- [RECORDS SHOWN]:
=== Section Start ===

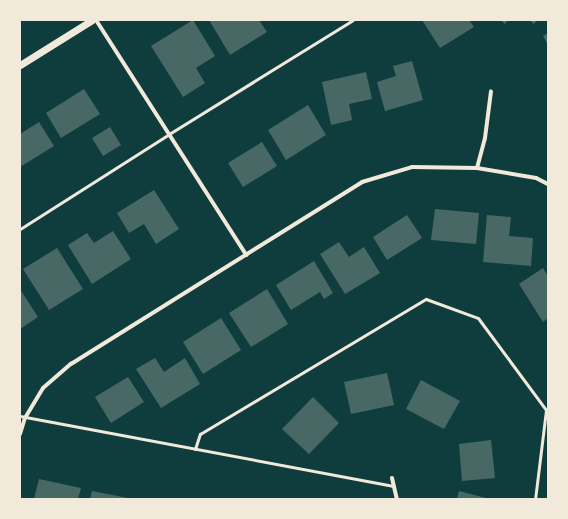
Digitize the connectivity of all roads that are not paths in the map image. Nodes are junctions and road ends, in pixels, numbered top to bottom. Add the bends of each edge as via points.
1 (92, 20) edge
2 (96, 20) edge
3 (353, 20) edge
4 (20, 65) edge
5 (491, 91) dead end
6 (168, 134) junction
7 (477, 168) junction
8 (548, 184) edge
9 (20, 229) edge
10 (246, 255) junction
11 (20, 416) edge
12 (25, 418) junction
13 (20, 434) edge
14 (195, 449) junction
15 (392, 478) dead end
16 (394, 486) junction
17 (397, 499) edge
18 (534, 499) edge

1 - 4 street
2 - 6 street
3 - 6 lane
5 - 7 street via 485,138
6 - 9 lane
6 - 10 street
7 - 8 street via 536,178
7 - 10 street via 412,167 362,182
10 - 12 street via 71,364 43,388
11 - 12 lane
12 - 13 street
12 - 14 lane
14 - 16 lane
14 - 18 lane via 200,434 426,299 478,318 546,410
15 - 16 street
16 - 17 street

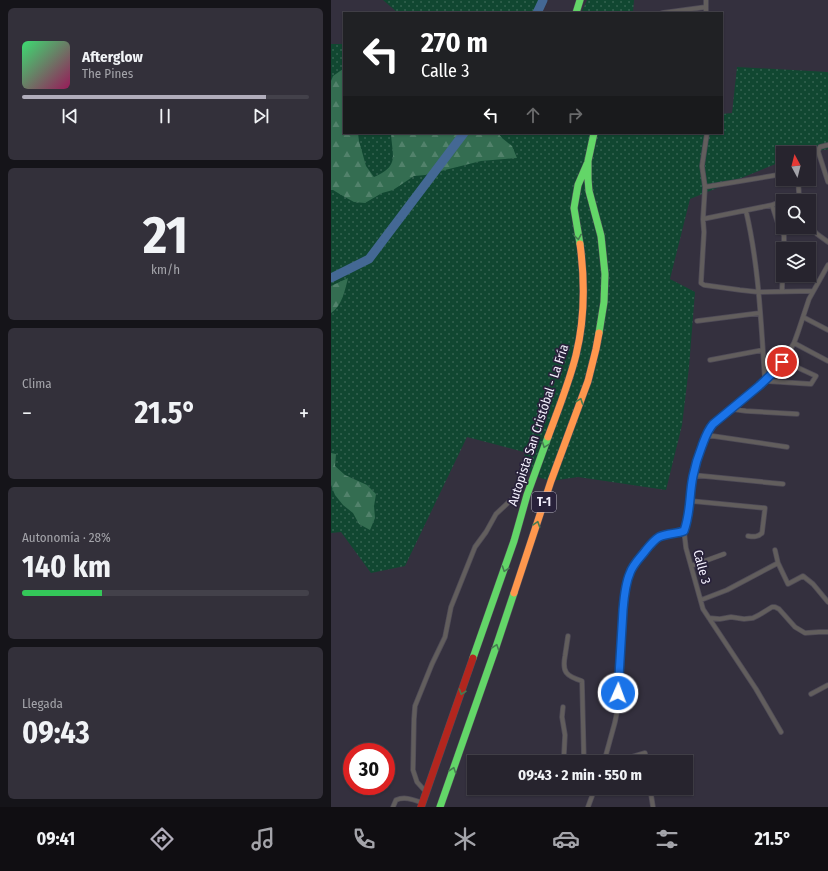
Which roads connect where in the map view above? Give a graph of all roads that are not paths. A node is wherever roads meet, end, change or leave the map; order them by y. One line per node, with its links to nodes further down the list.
1 (580, 0): 4 (highway)
2 (706, 0): 3 (street)
3 (706, 8): 5 (street); 6 (street)
4 (576, 12)
5 (671, 12)
6 (706, 12)
7 (594, 134): 10 (highway, T-1)
8 (707, 134): 14 (street)
9 (828, 145): 12 (street)
10 (588, 161): 64 (highway, Autopista San Cristóbal - La Fría / T-1, one-way to 64); 69 (highway, T-1, one-way to 10)
11 (776, 175): 14 (street)
12 (828, 182)
13 (798, 186): 15 (street)
14 (705, 187): 19 (street)
15 (799, 194)
16 (776, 203): 17 (street)
17 (772, 205): 18 (street); 21 (street)
18 (746, 211): 19 (street); 27 (street)
19 (703, 219): 27 (street)
20 (816, 233): 22 (street)
21 (784, 242)
22 (828, 242)
23 (828, 264): 26 (street, Calle 3)
24 (783, 282): 25 (street)
25 (783, 291): 26 (street); 27 (street)
26 (813, 291): 29 (street, Calle 3)
27 (758, 292): 28 (street)
28 (760, 313): 30 (street); 33 (street)
29 (803, 317): 31 (street); 32 (street, Calle 3)
30 (697, 321)
31 (828, 330)
32 (794, 342): 35 (street); 37 (street, Calle 3)
33 (763, 350): 34 (street); 37 (street)
34 (710, 360)
35 (828, 361)
36 (792, 365): 37 (street)
37 (765, 381): 38 (street, Calle 3)
38 (732, 409): 39 (street); 40 (street, Calle 3)
39 (797, 414)
40 (705, 435): 41 (street); 42 (street, Calle 3)
41 (787, 447)
42 (693, 475): 43 (street); 45 (street, Calle 3)
43 (783, 484)
44 (511, 500): 64 (street)
45 (691, 502): 46 (street, Calle 3); 47 (street)
46 (684, 531): 51 (street, Calle 3); 63 (street)
47 (748, 536)
48 (775, 550): 50 (street)
49 (724, 554): 51 (street)
50 (778, 563): 52 (street); 53 (street)
51 (691, 566): 52 (street, Calle 3)
52 (701, 600): 54 (street, Calle 3)
53 (828, 602)
54 (709, 618): 55 (street); 60 (street, Calle 3)
55 (828, 632)
56 (568, 636): 62 (street)
57 (828, 685): 58 (street)
58 (811, 694)
59 (563, 707): 61 (street)
60 (781, 732)
61 (564, 755)
62 (584, 755)
63 (606, 755)
64 (427, 792): 67 (highway, Autopista San Cristóbal - La Fría / T-1)
65 (592, 795): 70 (street)
66 (652, 795): 71 (street)
67 (422, 805): 68 (street)
68 (393, 807)
69 (440, 807)
70 (588, 807)
71 (653, 807)

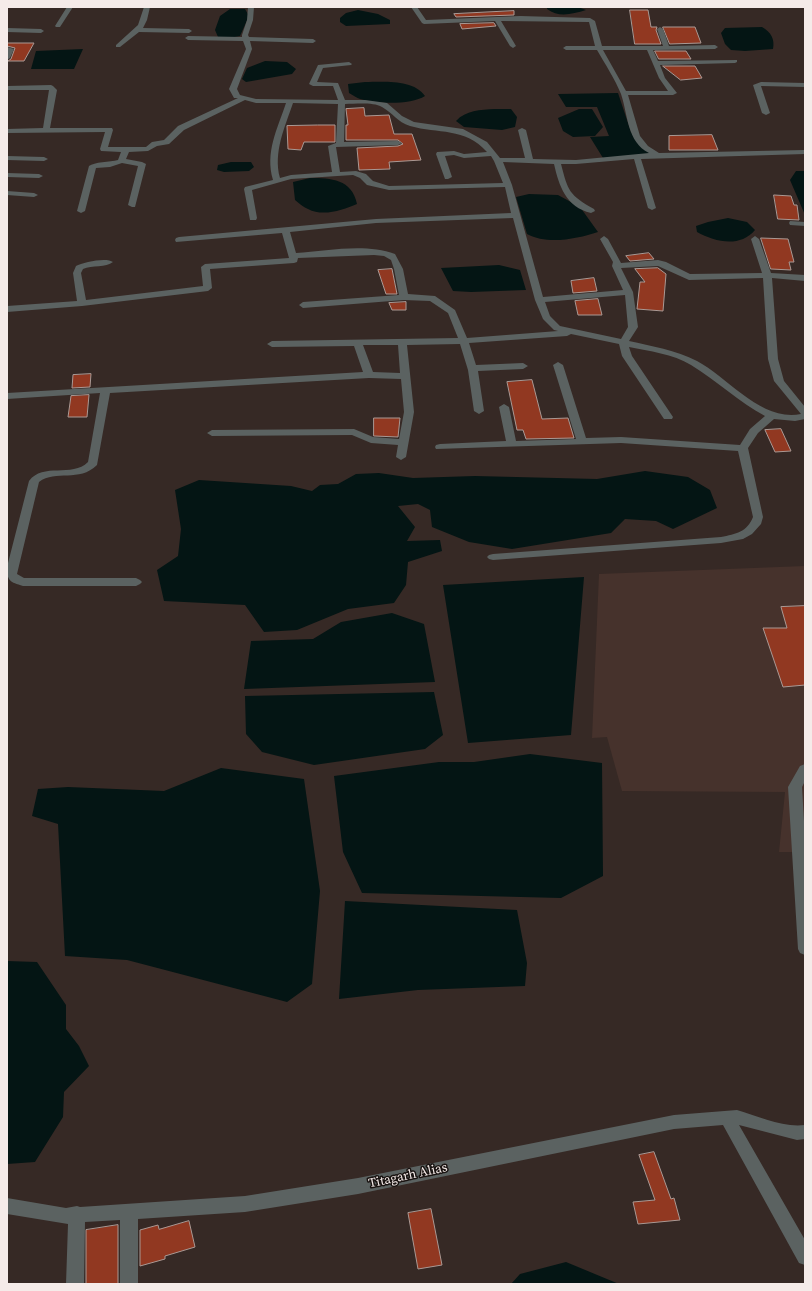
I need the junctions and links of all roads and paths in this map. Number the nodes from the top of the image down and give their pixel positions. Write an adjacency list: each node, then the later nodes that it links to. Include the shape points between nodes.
1 (70, 7): 6 (street)
2 (147, 7): 9 (street, via 146,18)
3 (251, 7): 11 (street)
4 (414, 7): 5 (street, via 424,22)
5 (497, 19): 14 (street); 17 (street, via 590,20)
6 (58, 26)
7 (660, 29): 19 (street)
8 (7, 30): 10 (street)
9 (138, 30): 11 (street, via 188,35 196,41); 13 (street)
10 (41, 31)
11 (246, 40): 12 (street); 28 (street, via 249,49 233,89 237,96)
12 (313, 40)
13 (118, 46)
14 (513, 46)
15 (715, 47): 19 (street)
16 (566, 48): 17 (street)
17 (599, 48): 18 (street); 27 (street)
18 (649, 48): 19 (street); 23 (street)
19 (667, 48)
20 (7, 49): 21 (street, via 11,49)
21 (7, 58)
22 (735, 62): 23 (street)
23 (655, 63): 27 (street, via 673,93)
24 (349, 64): 29 (street, via 320,66 313,84 336,84)
25 (805, 85): 31 (street, via 757,85)
26 (7, 88): 32 (street, via 51,87 53,90)
27 (624, 93): 39 (street, via 636,136 645,148)
28 (244, 98): 30 (street); 37 (street, via 181,128 166,142 155,144 148,149)
29 (342, 101): 30 (street); 36 (street); 40 (street, via 384,105 399,118 412,124 460,131 484,144)
30 (290, 102): 51 (street, via 273,166)
31 (766, 113)
32 (46, 130): 34 (street); 37 (street, via 109,130 104,149)
33 (522, 130): 45 (street)
34 (7, 131)
35 (398, 143): 36 (street)
36 (340, 144): 47 (street, via 332,146)
37 (126, 150): 44 (street)
38 (805, 152): 39 (street)
39 (658, 155): 41 (street)
40 (495, 157): 45 (street); 50 (street, via 440,154); 52 (street)
41 (637, 157): 46 (street); 56 (street)
42 (7, 158): 43 (street)
43 (44, 159)
44 (121, 161): 55 (street, via 142,164); 57 (street, via 110,165 93,166)
45 (530, 161): 46 (street)
46 (557, 162): 58 (street, via 564,192)
47 (336, 174): 51 (street); 52 (street, via 353,173 363,176 370,183 389,188)
48 (7, 175): 49 (street)
49 (39, 176)
50 (448, 177)
51 (277, 180): 60 (street, via 248,189)
52 (508, 185): 59 (street)
53 (7, 193): 54 (street)
54 (34, 195)
55 (132, 205)
56 (652, 208)
57 (81, 211)
58 (591, 211)
59 (516, 215): 63 (street, via 384,221); 74 (street)
60 (253, 218)
61 (793, 224): 62 (street)
62 (805, 224)
63 (285, 230): 66 (street); 67 (street)
64 (604, 239): 69 (street, via 617,262)
65 (756, 239): 70 (street)
66 (179, 240)
67 (293, 256): 73 (street, via 374,252 392,255 396,260); 75 (street, via 294,260 205,268 208,288)
68 (109, 262): 75 (street, via 79,268 77,273)
69 (616, 266): 70 (street, via 658,263 689,277); 72 (street)
70 (767, 275): 71 (street); 93 (street, via 773,359 779,381)
71 (805, 278)
72 (629, 292): 74 (street); 82 (street, via 633,327)
73 (404, 297): 76 (street); 79 (street, via 432,298 452,312)
74 (539, 300): 78 (street, via 546,317 557,328)
75 (82, 303): 77 (street)
76 (303, 305)
77 (7, 308)
78 (578, 332): 79 (street); 82 (street)
79 (464, 341): 81 (street); 86 (street)
80 (357, 342): 81 (street); 83 (street); 87 (street)
81 (402, 343): 88 (street)
82 (623, 343): 94 (street, via 676,355 694,363 755,407); 96 (street, via 627,356)
83 (272, 344)
84 (523, 366): 86 (street)
85 (558, 366): 99 (street)
86 (473, 368): 92 (street)
87 (369, 375): 88 (street); 89 (street)
88 (405, 376): 98 (street, via 409,412)
89 (106, 390): 90 (street); 105 (street, via 91,467 82,471 41,476 34,481 11,574 13,578 23,582)
90 (7, 396)
91 (504, 407): 100 (street)
92 (479, 411)
93 (805, 413)
94 (772, 416): 95 (street); 102 (street, via 754,432)
95 (805, 416)
96 (668, 417)
97 (212, 433): 98 (street, via 354,432 371,440)
98 (403, 442): 103 (street)
99 (582, 442): 100 (street); 102 (street, via 621,440)
100 (512, 444): 101 (street)
101 (440, 447)
102 (744, 448): 104 (street, via 758,517 756,526 749,533 720,540)
103 (401, 457)
104 (493, 557)
105 (136, 582)
106 (805, 769): 107 (street, via 795,787)
107 (805, 949)
108 (727, 1118): 109 (street, Titagarh Alias, via 737,1117 786,1131); 111 (street, Titagarh Alias, via 674,1122 343,1188 245,1204); 113 (street)
109 (805, 1132)
110 (7, 1206): 112 (street, Titagarh Alias, via 66,1216)
111 (129, 1211): 112 (street, Titagarh Alias); 115 (street)
112 (76, 1214): 114 (street)
113 (805, 1257)
114 (75, 1284)
115 (129, 1284)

=== Section End ===

- [EXERCISE DESCRIPTION]: Your answer should consist of all lines above that include the string "lane".

- [TASK SOLUTION]:
3 - 6 lane
6 - 9 lane
11 - 12 lane
12 - 14 lane
14 - 16 lane
14 - 18 lane via 200,434 426,299 478,318 546,410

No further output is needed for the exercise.